Only the number should be given: how many lines below contain "middle".

The data:

= = =

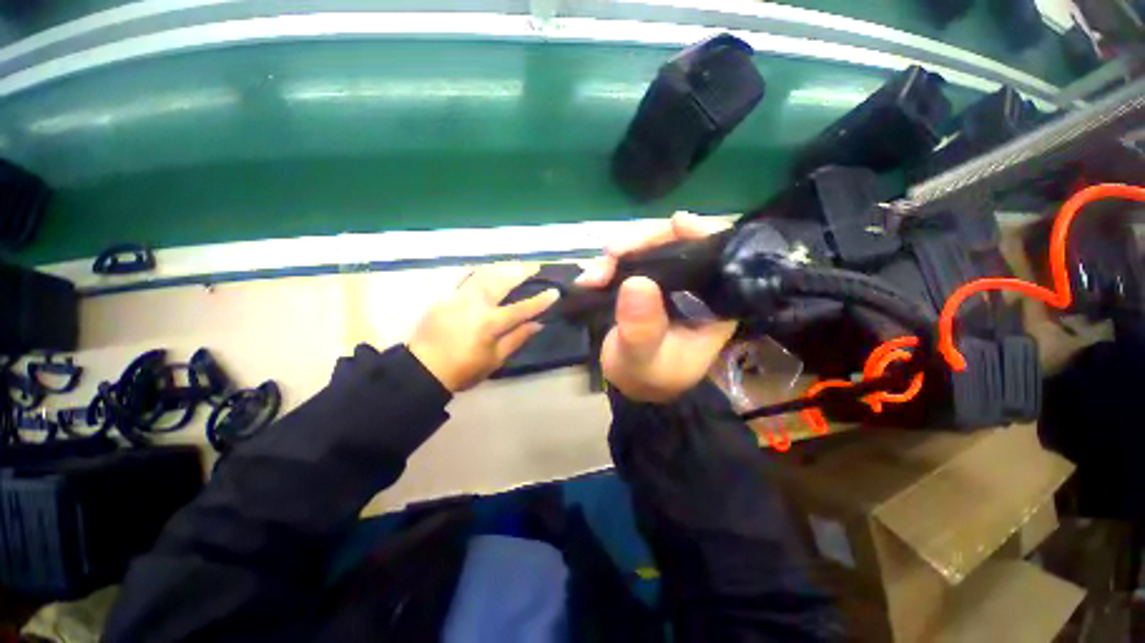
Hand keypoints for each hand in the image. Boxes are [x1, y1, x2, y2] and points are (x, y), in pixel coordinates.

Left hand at [407, 263, 558, 392]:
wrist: (422, 369)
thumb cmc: (463, 369)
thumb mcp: (495, 359)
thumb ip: (517, 339)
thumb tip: (538, 324)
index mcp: (490, 323)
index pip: (522, 308)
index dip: (540, 300)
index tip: (555, 291)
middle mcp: (476, 304)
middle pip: (502, 282)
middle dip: (521, 272)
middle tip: (535, 265)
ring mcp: (458, 297)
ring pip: (483, 274)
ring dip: (502, 267)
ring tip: (514, 263)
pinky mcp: (445, 297)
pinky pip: (465, 279)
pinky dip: (479, 272)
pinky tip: (487, 270)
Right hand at [577, 212, 737, 402]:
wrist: (628, 382)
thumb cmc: (645, 375)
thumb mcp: (643, 359)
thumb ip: (642, 329)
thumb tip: (636, 282)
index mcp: (711, 304)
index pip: (719, 258)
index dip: (702, 234)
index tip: (675, 223)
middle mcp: (694, 287)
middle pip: (678, 244)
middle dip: (643, 242)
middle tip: (612, 253)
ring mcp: (668, 282)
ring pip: (649, 248)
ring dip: (619, 254)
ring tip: (594, 274)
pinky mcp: (645, 282)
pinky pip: (628, 260)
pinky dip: (607, 264)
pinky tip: (590, 277)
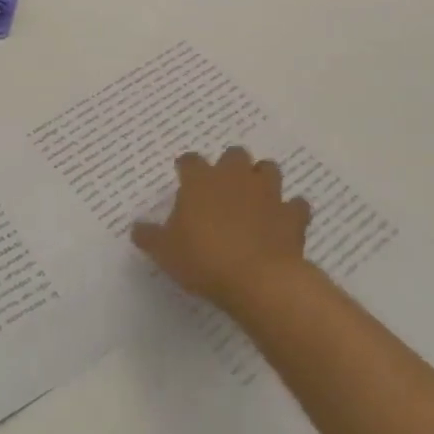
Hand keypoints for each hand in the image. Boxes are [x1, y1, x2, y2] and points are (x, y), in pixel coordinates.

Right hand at [130, 147, 314, 309]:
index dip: (186, 167)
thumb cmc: (203, 259)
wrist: (258, 279)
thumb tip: (137, 228)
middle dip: (229, 166)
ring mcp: (268, 193)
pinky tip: (283, 222)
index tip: (183, 176)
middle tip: (221, 187)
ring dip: (261, 179)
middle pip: (234, 154)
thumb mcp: (164, 252)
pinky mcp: (292, 215)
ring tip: (254, 197)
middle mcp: (235, 177)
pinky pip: (295, 205)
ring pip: (268, 169)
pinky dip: (290, 211)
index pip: (190, 160)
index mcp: (201, 180)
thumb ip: (149, 236)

= = =

Response below:
12